What went wrong when the 137-year-old suspension bridge reopened just five days earlier after repairs?
To piece together a tale of avoidable tragedy, the BBC spoke to survivors, first responders, local journalists, and officials.
Locals and journalists criticize the business that ran the bridge, and they also accuse the police and local officials of failing to do their jobs.

*The minutes before the disaster

On Sunday at about 18:30 (13:00 GMT), Mahesh Chavda and two of his pals purchased tickets and boarded Morbi’s swaying “jhulto pul” (hanging bridge).
There is referred to as a “technical marvel” on the state’s tourism website and is well-liked by tourists; Mahesh had frequented it since he was a young boy.


The 230m (754ft)-long bridge that connects Darbargarh Palace and Lakhdhirji Engineering College spans the Machchu River. There are conflicting dates for its construction, but the local Maharaja, Waghji Thakore, is said to have done it in the 1880s.

“I used to visit it with my parents and, for the past few years, I’d go there every Sunday with my friends,” says Mahesh.
When he learned that the bridge had reopened last week, he was “happy,” and the 18-year-old and his buddies decided to carry on with their customary Sunday night activities.
Mahesh told me while lying on his hospital bed with a bandage around his neck that they had seen how busy the bridge was as they got closer to it.

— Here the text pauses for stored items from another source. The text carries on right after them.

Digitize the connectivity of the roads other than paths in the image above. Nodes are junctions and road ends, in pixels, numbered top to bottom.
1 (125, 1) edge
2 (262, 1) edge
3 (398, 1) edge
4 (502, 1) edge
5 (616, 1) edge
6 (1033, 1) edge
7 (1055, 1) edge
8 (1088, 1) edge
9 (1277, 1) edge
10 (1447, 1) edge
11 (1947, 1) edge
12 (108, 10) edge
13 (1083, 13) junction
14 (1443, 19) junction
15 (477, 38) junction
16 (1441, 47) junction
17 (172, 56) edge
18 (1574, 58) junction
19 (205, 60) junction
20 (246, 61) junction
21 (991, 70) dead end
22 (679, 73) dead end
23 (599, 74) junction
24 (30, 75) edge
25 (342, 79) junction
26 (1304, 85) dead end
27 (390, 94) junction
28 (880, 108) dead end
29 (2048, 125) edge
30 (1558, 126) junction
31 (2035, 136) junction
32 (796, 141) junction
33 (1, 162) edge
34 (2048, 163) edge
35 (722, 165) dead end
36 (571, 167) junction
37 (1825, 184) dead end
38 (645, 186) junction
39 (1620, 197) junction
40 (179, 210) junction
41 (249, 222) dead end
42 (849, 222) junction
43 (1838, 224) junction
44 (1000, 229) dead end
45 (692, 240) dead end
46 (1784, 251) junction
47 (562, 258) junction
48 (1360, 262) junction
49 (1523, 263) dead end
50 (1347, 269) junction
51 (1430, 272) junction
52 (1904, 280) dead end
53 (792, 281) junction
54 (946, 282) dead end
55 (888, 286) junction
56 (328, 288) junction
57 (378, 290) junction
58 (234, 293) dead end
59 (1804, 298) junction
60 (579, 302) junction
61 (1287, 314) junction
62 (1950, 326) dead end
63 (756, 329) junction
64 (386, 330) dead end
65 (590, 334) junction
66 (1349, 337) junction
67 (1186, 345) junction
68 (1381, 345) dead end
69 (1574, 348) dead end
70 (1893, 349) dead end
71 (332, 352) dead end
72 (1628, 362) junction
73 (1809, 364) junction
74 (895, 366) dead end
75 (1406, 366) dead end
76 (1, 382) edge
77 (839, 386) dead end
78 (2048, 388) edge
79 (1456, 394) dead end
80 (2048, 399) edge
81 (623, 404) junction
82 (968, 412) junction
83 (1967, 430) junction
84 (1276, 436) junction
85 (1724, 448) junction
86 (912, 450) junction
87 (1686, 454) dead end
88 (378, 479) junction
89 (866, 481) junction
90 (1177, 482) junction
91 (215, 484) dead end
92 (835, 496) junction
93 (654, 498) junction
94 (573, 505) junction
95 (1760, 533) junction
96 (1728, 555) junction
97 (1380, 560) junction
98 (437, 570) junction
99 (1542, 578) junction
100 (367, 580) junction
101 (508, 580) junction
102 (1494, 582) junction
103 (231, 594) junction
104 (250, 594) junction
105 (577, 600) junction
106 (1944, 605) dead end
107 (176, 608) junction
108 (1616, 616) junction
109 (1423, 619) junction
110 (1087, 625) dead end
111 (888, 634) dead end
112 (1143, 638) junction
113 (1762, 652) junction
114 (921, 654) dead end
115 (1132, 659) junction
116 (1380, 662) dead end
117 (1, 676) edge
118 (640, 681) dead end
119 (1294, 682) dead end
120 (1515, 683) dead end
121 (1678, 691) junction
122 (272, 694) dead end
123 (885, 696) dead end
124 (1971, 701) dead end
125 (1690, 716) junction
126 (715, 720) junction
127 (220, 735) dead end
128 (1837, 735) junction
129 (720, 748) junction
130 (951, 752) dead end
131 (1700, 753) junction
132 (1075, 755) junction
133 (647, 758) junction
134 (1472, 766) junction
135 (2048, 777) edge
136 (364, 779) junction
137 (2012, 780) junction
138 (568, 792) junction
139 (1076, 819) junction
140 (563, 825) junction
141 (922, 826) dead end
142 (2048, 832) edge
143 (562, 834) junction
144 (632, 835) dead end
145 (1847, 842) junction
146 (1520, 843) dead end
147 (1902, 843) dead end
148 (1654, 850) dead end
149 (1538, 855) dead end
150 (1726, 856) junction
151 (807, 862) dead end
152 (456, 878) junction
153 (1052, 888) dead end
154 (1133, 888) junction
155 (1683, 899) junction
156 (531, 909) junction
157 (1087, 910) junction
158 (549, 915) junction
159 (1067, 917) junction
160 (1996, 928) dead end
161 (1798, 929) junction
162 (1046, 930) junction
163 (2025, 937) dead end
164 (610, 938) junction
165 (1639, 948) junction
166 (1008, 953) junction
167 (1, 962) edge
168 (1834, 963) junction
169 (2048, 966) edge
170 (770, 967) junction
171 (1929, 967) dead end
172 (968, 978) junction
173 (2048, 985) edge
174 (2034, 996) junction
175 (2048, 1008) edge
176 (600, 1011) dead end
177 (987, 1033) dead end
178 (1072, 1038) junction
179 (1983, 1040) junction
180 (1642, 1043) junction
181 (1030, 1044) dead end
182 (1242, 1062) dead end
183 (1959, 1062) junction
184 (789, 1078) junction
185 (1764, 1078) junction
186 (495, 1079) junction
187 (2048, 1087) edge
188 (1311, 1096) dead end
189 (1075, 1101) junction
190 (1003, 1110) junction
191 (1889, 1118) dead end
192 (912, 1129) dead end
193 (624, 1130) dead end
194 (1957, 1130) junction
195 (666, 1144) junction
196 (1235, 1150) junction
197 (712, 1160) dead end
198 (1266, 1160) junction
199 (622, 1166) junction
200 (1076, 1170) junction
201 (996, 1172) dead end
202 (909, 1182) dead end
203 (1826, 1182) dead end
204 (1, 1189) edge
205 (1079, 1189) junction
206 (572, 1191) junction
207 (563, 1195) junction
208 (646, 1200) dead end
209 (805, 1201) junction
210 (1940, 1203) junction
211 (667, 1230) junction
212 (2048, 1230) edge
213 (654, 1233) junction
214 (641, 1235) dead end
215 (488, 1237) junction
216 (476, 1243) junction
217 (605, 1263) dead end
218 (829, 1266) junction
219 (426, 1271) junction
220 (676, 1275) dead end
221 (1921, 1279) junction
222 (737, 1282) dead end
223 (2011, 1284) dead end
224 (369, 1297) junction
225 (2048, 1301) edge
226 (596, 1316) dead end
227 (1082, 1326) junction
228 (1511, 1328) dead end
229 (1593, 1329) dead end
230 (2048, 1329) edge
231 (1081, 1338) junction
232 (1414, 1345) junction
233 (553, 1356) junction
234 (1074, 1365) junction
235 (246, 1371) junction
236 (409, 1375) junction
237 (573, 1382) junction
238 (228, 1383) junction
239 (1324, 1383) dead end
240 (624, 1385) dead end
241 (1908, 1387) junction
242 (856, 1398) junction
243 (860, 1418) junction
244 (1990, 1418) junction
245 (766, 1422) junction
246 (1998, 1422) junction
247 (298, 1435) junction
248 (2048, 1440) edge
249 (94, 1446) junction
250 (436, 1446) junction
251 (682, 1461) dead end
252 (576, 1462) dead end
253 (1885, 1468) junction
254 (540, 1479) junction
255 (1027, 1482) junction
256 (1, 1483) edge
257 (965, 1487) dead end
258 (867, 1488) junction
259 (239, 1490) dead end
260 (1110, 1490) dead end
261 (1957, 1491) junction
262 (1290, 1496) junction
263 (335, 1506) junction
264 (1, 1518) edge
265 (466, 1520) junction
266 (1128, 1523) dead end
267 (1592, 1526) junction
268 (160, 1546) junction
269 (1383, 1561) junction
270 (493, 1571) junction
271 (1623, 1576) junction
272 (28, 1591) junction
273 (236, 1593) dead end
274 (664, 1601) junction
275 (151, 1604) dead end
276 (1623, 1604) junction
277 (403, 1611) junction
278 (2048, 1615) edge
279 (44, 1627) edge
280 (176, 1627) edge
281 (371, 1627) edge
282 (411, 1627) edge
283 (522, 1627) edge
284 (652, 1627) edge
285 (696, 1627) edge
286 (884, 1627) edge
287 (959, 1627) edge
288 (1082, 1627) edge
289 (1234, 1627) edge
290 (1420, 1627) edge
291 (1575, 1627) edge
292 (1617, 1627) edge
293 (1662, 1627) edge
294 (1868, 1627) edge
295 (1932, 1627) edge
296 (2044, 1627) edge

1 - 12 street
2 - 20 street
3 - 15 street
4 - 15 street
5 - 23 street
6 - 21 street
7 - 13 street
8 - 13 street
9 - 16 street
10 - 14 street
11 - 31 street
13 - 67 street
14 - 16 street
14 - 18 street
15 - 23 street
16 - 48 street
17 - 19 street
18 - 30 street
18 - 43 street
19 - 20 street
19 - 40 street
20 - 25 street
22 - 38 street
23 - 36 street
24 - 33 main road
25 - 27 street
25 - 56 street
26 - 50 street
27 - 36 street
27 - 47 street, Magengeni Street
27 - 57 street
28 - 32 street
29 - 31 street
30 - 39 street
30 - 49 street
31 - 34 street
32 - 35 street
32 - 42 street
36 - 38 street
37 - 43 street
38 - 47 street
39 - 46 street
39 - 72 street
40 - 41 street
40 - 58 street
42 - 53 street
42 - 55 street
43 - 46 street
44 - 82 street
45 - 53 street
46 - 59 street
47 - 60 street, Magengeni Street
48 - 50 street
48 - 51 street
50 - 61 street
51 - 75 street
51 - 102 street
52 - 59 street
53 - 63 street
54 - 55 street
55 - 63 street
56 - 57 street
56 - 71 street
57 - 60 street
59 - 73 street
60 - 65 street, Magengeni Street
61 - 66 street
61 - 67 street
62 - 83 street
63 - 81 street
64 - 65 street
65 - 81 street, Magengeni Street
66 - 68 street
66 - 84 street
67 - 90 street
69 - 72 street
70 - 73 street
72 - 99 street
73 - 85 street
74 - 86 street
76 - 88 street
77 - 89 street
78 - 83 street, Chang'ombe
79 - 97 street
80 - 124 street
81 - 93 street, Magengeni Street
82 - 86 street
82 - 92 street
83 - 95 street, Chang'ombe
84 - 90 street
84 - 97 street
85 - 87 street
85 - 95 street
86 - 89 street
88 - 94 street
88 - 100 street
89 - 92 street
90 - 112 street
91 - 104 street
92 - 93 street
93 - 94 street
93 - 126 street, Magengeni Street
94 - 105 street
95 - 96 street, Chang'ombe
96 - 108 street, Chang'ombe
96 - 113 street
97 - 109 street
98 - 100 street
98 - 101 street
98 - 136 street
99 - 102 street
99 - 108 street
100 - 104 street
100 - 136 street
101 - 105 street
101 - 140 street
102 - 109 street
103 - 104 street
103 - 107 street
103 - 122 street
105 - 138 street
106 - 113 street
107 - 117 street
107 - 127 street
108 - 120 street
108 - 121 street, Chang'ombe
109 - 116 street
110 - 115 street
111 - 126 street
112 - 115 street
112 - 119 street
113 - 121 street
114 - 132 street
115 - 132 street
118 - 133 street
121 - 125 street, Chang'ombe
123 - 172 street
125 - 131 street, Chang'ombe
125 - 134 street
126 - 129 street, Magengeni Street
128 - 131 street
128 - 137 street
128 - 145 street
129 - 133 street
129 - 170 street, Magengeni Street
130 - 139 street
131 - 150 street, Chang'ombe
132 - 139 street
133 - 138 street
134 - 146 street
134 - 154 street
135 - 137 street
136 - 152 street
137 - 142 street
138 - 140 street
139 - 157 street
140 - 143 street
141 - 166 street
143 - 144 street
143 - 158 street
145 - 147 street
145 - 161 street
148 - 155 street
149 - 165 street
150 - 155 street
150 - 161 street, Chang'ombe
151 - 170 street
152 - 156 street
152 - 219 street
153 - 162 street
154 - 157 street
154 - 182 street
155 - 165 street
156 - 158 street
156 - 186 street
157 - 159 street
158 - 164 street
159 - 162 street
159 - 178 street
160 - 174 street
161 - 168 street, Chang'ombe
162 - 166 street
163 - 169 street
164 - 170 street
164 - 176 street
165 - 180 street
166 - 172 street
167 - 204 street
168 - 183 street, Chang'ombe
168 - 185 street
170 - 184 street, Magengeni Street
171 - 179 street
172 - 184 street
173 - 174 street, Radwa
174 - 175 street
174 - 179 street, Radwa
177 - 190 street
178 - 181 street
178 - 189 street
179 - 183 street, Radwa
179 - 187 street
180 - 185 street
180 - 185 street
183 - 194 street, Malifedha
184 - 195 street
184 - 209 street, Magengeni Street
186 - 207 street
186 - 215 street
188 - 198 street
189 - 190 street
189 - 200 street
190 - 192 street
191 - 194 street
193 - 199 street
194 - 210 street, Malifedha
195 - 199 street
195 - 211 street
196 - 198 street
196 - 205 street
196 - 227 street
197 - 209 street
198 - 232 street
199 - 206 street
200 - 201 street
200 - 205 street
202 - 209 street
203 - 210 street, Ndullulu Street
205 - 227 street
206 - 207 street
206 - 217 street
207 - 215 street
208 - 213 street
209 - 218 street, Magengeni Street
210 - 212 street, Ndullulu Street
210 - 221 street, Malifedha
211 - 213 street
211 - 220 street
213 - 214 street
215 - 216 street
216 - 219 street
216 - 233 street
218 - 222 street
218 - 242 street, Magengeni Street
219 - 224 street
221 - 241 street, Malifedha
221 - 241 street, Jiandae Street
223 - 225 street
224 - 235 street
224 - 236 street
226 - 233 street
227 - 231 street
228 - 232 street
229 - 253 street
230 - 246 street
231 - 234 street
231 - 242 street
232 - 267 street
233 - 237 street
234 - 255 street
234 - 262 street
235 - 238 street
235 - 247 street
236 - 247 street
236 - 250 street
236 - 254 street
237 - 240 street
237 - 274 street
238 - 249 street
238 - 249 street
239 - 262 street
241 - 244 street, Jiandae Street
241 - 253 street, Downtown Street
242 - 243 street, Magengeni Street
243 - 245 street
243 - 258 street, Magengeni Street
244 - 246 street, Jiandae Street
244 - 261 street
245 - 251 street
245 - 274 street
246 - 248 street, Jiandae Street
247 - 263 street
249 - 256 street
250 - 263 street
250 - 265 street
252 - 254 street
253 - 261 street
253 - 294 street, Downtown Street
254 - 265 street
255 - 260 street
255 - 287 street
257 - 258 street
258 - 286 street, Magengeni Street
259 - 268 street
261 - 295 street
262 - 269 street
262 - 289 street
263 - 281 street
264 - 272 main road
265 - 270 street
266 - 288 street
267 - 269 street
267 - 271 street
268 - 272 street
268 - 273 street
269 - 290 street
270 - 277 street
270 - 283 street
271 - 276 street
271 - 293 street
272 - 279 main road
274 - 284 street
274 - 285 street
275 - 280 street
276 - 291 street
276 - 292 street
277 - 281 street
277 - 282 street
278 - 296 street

“So we thought we’d wait a bit but the ticket checker said we had to move on. The bridge collapsed the moment we stepped on it,” he said.
Mahesh and his companions were flung into the river 15 meters (45 feet) below when the portion where they were standing flipped over.
Despite their injuries, the three teenagers lived.
Numerous more did not, and the tragedy has crushed many families whose relatives died while taking a nighttime stroll along the river.